Reproduce every record below word for word and include no pictures.

=== Begin Enclosure ===

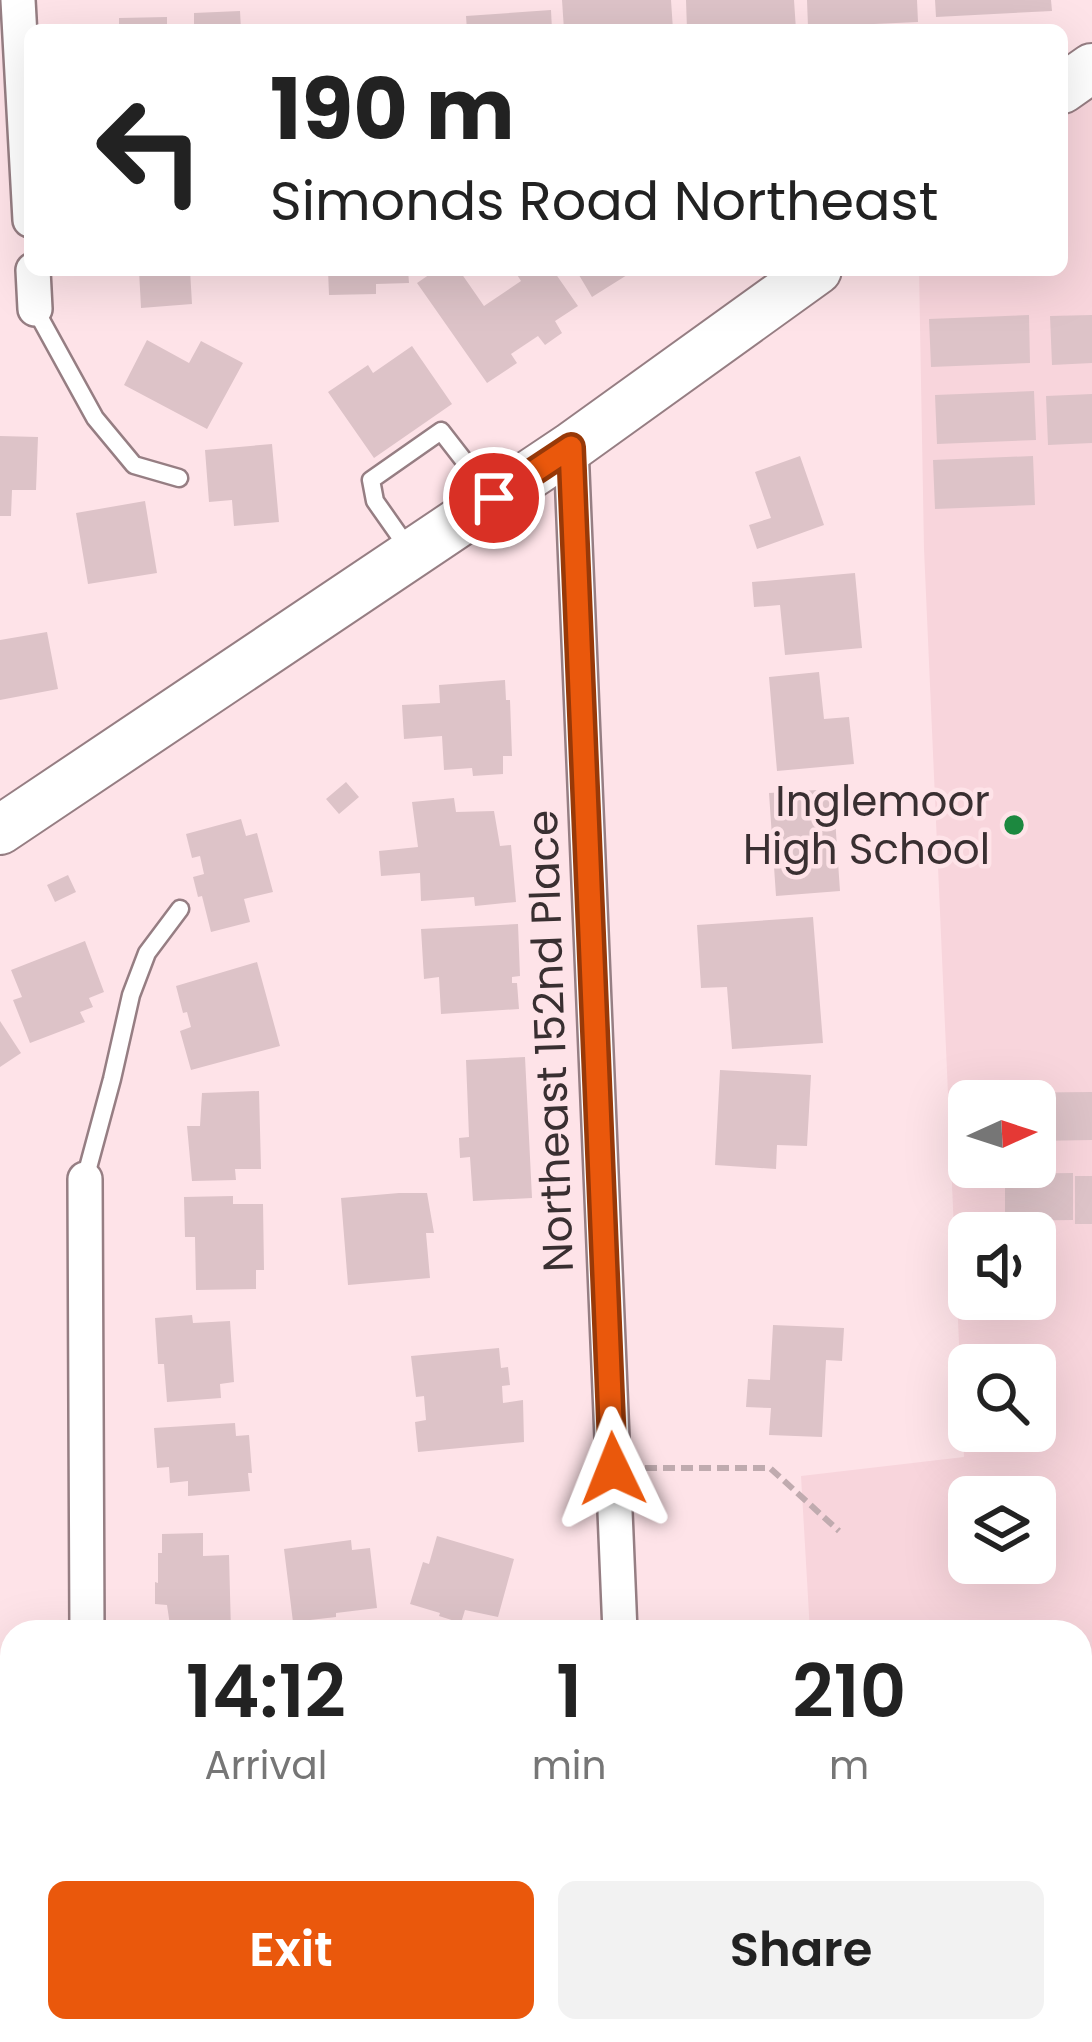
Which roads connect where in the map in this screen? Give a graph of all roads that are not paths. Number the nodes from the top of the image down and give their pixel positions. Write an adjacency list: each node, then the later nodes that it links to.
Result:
1 (19, 0): 2 (street)
2 (24, 100)
3 (33, 276): 5 (street)
4 (809, 276): 6 (main road)
5 (35, 310): 7 (lane)
6 (571, 447): 8 (main road); 14 (street, Northeast 152nd Place)
7 (179, 478)
8 (494, 498): 9 (main road); 9 (lane)
9 (411, 554): 10 (main road)
10 (0, 830)
11 (180, 909): 12 (lane)
12 (85, 1179): 13 (street)
13 (87, 1620)
14 (619, 1620)

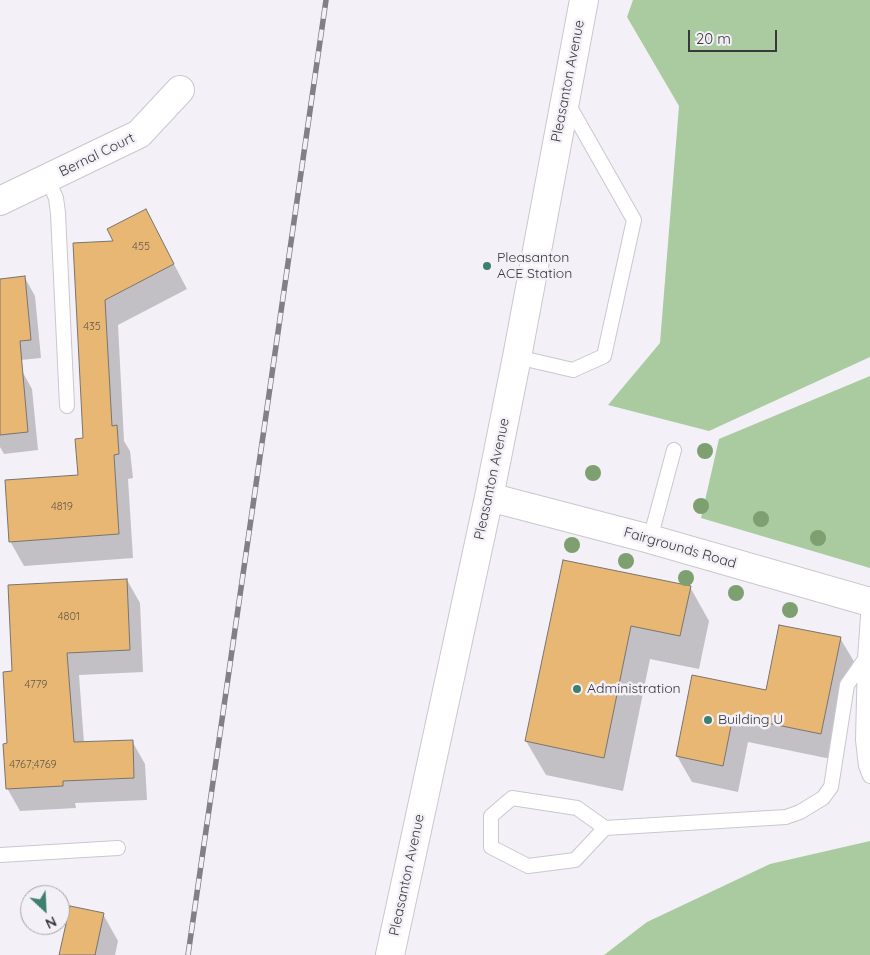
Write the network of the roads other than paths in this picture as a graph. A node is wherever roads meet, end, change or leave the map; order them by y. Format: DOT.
graph roads {
  1 [pos="584,0"];
  2 [pos="180,90"];
  3 [pos="564,97"];
  4 [pos="47,178"];
  5 [pos="0,201"];
  6 [pos="517,357"];
  7 [pos="67,406"];
  8 [pos="674,450"];
  9 [pos="489,497"];
  10 [pos="650,540"];
  11 [pos="869,602"];
  12 [pos="865,660"];
  13 [pos="870,776"];
  14 [pos="606,828"];
  15 [pos="118,848"];
  16 [pos="0,855"];
  17 [pos="390,955"];
  1 -- 3 [label="street, Pleasanton Avenue"];
  2 -- 4 [label="street, Bernal Court"];
  3 -- 6 [label="street, Pleasanton Avenue"];
  3 -- 6 [label="lane"];
  4 -- 5 [label="street, Bernal Court"];
  4 -- 7 [label="lane"];
  6 -- 9 [label="street, Pleasanton Avenue"];
  8 -- 10 [label="lane"];
  9 -- 10 [label="street, Fairgrounds Road"];
  9 -- 17 [label="street, Pleasanton Avenue"];
  10 -- 11 [label="street, Fairgrounds Road"];
  11 -- 12 [label="lane"];
  12 -- 13 [label="lane"];
  12 -- 14 [label="lane"];
  14 -- 14 [label="lane"];
  15 -- 16 [label="lane"];
}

=== End Enclosure ===

■ Solved problem ■
Which roads connect where in the map in this screen? Give a graph of all roads that are not paths. Number the nodes from the top of the image down and give their pixel positions. Write an adjacency list: each node, then the later nodes that it links to.
Result:
1 (19, 0): 2 (street)
2 (24, 100)
3 (33, 276): 5 (street)
4 (809, 276): 6 (main road)
5 (35, 310): 7 (lane)
6 (571, 447): 8 (main road); 14 (street, Northeast 152nd Place)
7 (179, 478)
8 (494, 498): 9 (main road); 9 (lane)
9 (411, 554): 10 (main road)
10 (0, 830)
11 (180, 909): 12 (lane)
12 (85, 1179): 13 (street)
13 (87, 1620)
14 (619, 1620)

Write the network of the roads other than paths in this picture as a graph. A node is wherever roads meet, end, change or leave the map; order them by y. Format: DOT.
graph roads {
  1 [pos="584,0"];
  2 [pos="180,90"];
  3 [pos="564,97"];
  4 [pos="47,178"];
  5 [pos="0,201"];
  6 [pos="517,357"];
  7 [pos="67,406"];
  8 [pos="674,450"];
  9 [pos="489,497"];
  10 [pos="650,540"];
  11 [pos="869,602"];
  12 [pos="865,660"];
  13 [pos="870,776"];
  14 [pos="606,828"];
  15 [pos="118,848"];
  16 [pos="0,855"];
  17 [pos="390,955"];
  1 -- 3 [label="street, Pleasanton Avenue"];
  2 -- 4 [label="street, Bernal Court"];
  3 -- 6 [label="street, Pleasanton Avenue"];
  3 -- 6 [label="lane"];
  4 -- 5 [label="street, Bernal Court"];
  4 -- 7 [label="lane"];
  6 -- 9 [label="street, Pleasanton Avenue"];
  8 -- 10 [label="lane"];
  9 -- 10 [label="street, Fairgrounds Road"];
  9 -- 17 [label="street, Pleasanton Avenue"];
  10 -- 11 [label="street, Fairgrounds Road"];
  11 -- 12 [label="lane"];
  12 -- 13 [label="lane"];
  12 -- 14 [label="lane"];
  14 -- 14 [label="lane"];
  15 -- 16 [label="lane"];
}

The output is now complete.